**Supplied records:**
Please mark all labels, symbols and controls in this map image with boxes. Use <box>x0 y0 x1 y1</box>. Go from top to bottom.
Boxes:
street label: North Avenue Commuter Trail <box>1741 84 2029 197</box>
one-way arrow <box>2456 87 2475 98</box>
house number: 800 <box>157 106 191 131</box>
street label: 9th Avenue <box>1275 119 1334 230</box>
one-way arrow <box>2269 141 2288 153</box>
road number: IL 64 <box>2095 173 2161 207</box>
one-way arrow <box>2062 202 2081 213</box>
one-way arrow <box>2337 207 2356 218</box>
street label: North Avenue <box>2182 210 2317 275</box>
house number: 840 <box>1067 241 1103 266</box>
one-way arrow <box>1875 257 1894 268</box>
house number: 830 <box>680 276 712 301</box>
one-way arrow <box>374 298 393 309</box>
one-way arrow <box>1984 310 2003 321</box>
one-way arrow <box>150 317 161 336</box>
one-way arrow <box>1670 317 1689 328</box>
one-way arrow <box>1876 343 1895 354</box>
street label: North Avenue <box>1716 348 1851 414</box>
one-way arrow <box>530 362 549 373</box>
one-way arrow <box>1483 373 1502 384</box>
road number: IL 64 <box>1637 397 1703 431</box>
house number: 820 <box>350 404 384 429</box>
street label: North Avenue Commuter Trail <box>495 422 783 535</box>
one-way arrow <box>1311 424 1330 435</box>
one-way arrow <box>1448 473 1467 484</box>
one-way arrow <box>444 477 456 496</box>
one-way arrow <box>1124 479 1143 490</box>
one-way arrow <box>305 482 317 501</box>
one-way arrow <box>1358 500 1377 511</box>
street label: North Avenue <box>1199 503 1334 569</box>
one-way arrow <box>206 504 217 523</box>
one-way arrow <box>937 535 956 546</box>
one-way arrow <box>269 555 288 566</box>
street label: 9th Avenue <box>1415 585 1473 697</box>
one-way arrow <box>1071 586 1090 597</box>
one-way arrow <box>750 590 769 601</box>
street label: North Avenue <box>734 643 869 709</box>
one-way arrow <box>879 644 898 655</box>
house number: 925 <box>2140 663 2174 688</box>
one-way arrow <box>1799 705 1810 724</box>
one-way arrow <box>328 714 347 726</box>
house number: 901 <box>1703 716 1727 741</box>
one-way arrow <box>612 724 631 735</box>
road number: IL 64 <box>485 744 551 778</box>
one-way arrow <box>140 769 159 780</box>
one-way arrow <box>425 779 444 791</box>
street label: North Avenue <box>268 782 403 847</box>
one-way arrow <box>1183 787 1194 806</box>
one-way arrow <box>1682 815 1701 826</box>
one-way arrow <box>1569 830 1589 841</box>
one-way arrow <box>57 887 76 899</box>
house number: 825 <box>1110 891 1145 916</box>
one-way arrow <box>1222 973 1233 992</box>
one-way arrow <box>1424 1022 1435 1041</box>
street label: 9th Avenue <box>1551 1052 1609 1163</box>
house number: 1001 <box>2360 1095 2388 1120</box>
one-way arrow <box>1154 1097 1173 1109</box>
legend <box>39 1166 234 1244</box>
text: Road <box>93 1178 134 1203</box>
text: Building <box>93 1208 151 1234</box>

**Action item:**
Pick out each line in the material containing "number".

**Output:**
house number: 800 <box>157 106 191 131</box>
road number: IL 64 <box>2095 173 2161 207</box>
house number: 840 <box>1067 241 1103 266</box>
house number: 830 <box>680 276 712 301</box>
road number: IL 64 <box>1637 397 1703 431</box>
house number: 820 <box>350 404 384 429</box>
house number: 925 <box>2140 663 2174 688</box>
house number: 901 <box>1703 716 1727 741</box>
road number: IL 64 <box>485 744 551 778</box>
house number: 825 <box>1110 891 1145 916</box>
house number: 1001 <box>2360 1095 2388 1120</box>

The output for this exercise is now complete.